/hls4ml-ipbb

Primary LanguageVHDLApache License 2.0Apache-2.0

hls4ml-ipbb

A Python 3 package for producing ipbb-compatible wrappers of hls4ml IPs, along with easy-to-use ipbb_convert and numpy_to_mp7 command-line scripts.

This repository is at a temporary location, it will be moved to mpp-hep soon.

Installation

In all cases, make sure your Python environment is the one you want to set up hls4ml-ipbb in.

git

Clone this repository and run the following command inside your newly-created repository folder:

pip install -e .

If you want to make changes to the code (e.g. tweak the VHDL wrapper template for your use case), you can do so directly in the repository folder.

How to use

hls4ml-ipbb takes an hls4ml project and produces an ipbb component directory that you can use in your project using ipbb, e.g. an emp-fwk project (a CERN account required).

Before using the package, make sure that an hls4ml project to be converted has the exported IP (this can be done by running an appropriate feature in your HLS software, e.g. "Export RTL" in Vivado HLS).

Quick start: ipbb_convert

The easiest way to start working with hls4ml-ipbb is using the provided ipbb_convert script.

To convert an hls4ml project stored in folder A to an ipbb component to be stored in folder B, run:

ipbb_convert A B

That's it! If a directory B does not exist, it will be automatically created.

ipbb_convert has a few extra options that can or must be used, depending on your use case (e.g. the name of an HLS solution to be processed). Run ipbb_convert -h for the extensive help message.

Advanced: hls4ml_ipbb Python module

If you want to integrate hls4ml-ipbb into your Python project, you can do it by using the hls4ml_ipbb module. All public classes and methods should be either documented with docstrings or self-explanatory (if a subclass does not have docstrings, try looking for them in its parent class).
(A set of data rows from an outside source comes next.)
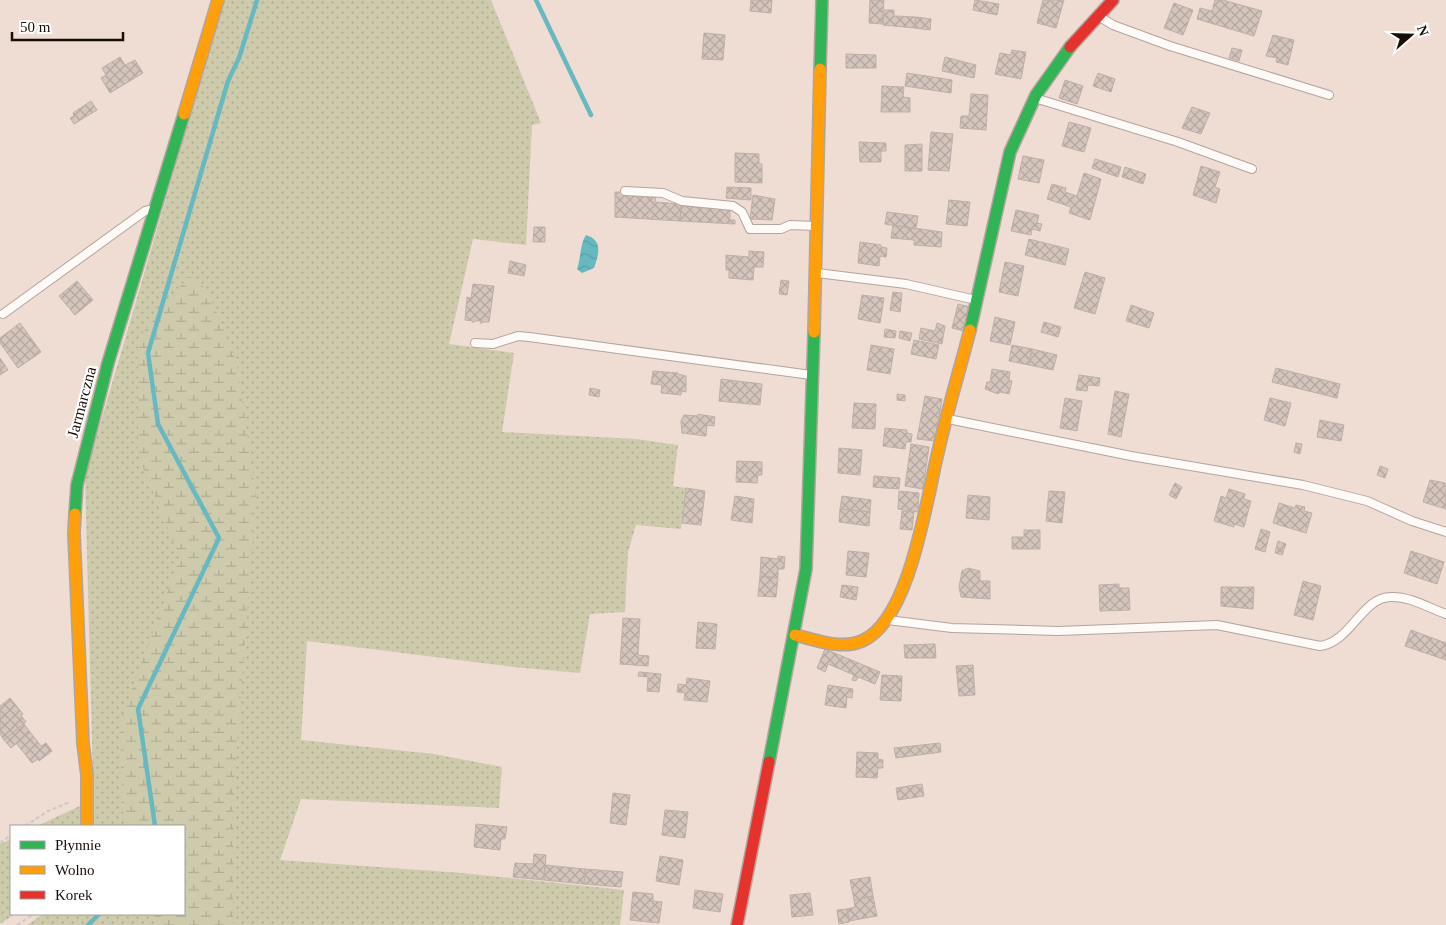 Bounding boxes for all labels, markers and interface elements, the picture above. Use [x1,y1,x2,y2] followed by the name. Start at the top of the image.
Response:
[12,10,124,42] scale bar
[1386,10,1436,60] north arrow
[20,19,51,35] text: 50 m
[1414,23,1432,38] text: N
[64,365,99,440] street label: Jarmarczna
[10,825,185,915] legend
[55,837,101,853] text: Płynnie
[55,862,95,878] text: Wolno
[55,887,93,903] text: Korek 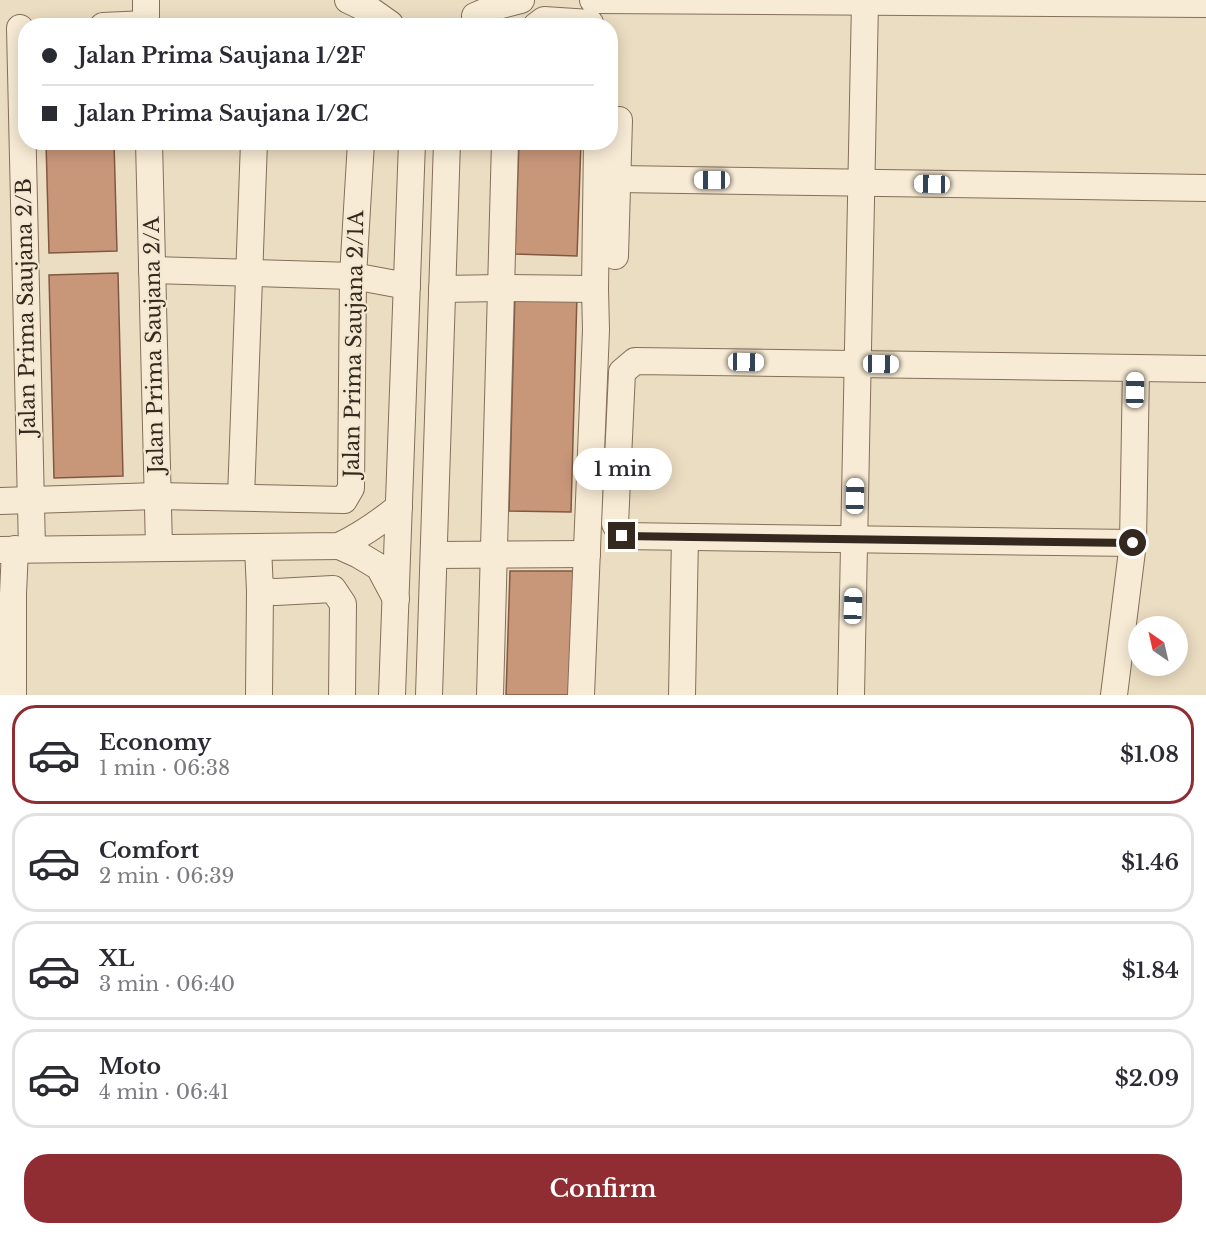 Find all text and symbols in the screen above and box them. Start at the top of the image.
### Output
text: Jalan Prima Saujana 1/2F [78,42,366,69]
text: Jalan Prima Saujana 1/2C [78,100,368,127]
car [694,171,730,189]
car [914,175,950,193]
street label: Jalan Prima Saujana 2/B [11,178,41,439]
street label: Jalan Prima Saujana 2/1A [339,209,369,481]
street label: Jalan Prima Saujana 2/A [139,216,169,477]
car [728,353,764,371]
car [863,355,899,373]
car [1126,372,1144,408]
callout: 1 min [572,449,672,491]
text: 1 min [594,457,651,481]
car [846,478,864,514]
route end [608,522,635,549]
route start [1119,529,1146,556]
car [843,588,863,624]
north arrow [1128,616,1188,676]
map controls [1128,616,1188,676]
icon: car [27,728,81,782]
text: Economy [99,729,211,756]
text: $1.08 [1120,741,1179,768]
text: 1 min · 06:38 [99,756,230,780]
icon: car [27,836,81,890]
text: Comfort [99,837,199,864]
text: $1.46 [1121,849,1179,876]
text: 2 min · 06:39 [99,864,234,888]
icon: car [27,944,81,998]
text: XL [99,945,134,972]
text: $1.84 [1122,957,1179,984]
text: 3 min · 06:40 [99,972,235,996]
icon: car [27,1052,81,1106]
text: Moto [99,1053,161,1080]
text: $2.09 [1115,1065,1179,1092]
text: 4 min · 06:41 [99,1080,229,1104]
button: Confirm [24,1154,1182,1223]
Here is a short example of how to use hls4ml_ipbb to convert an hls4ml project with a Vivado HLS solution called "solution1":

import hls4ml_ipbb

project = hls4ml_ipbb.Project('<path to your hls4ml project>',
                              backend=hls4ml_ipbb.backend.VivadoBackend())
ip = project.get_ip('solution1')
wrapper = hls4ml_ipbb.VHDLWrapper(ip)
wrapper.save('<path to a directory where the ipbb component should be created>')

numpy_to_mp7

hls4ml-ipbb includes also a small script numpy_to_mp7 designed for converting numpy files to the textual format recognisable by boards using ipbb (e.g. Imperial MP7).

The script maps the features of the specified input numpy file to a channel for the output file. Multiple parameters can be set to define the mapping, please run numpy_to_mp7 -h to get their full list along with their description.

Here are two usage examples:

numpy_to_mp7 --board_name ALGO_TESTBENCH --link_range 0 111 --generate_float_from_fix False --link_bitwidth 64 --invalid_rows 25 --fixed_point_bits 16 6 --input_data_path y_hls.npy --output_data_path result.txt
numpy_to_mp7 --board_name JETS --link_range 0 111 --generate_float_from_fix True --link_bitwidth 64 --invalid_rows 6 --fixed_point_bits 16 6 --input_data_path X_test.npy --output_data_path source.txt

Supported HDLs and HLS software

Only VHDL and Vivado HLS are supported at the moment. However, hls4ml-ipbb is designed with extensibility in mind, so if you need support of a different HDL or HLS software and you are comfortable with Python 3, feel free to contribute!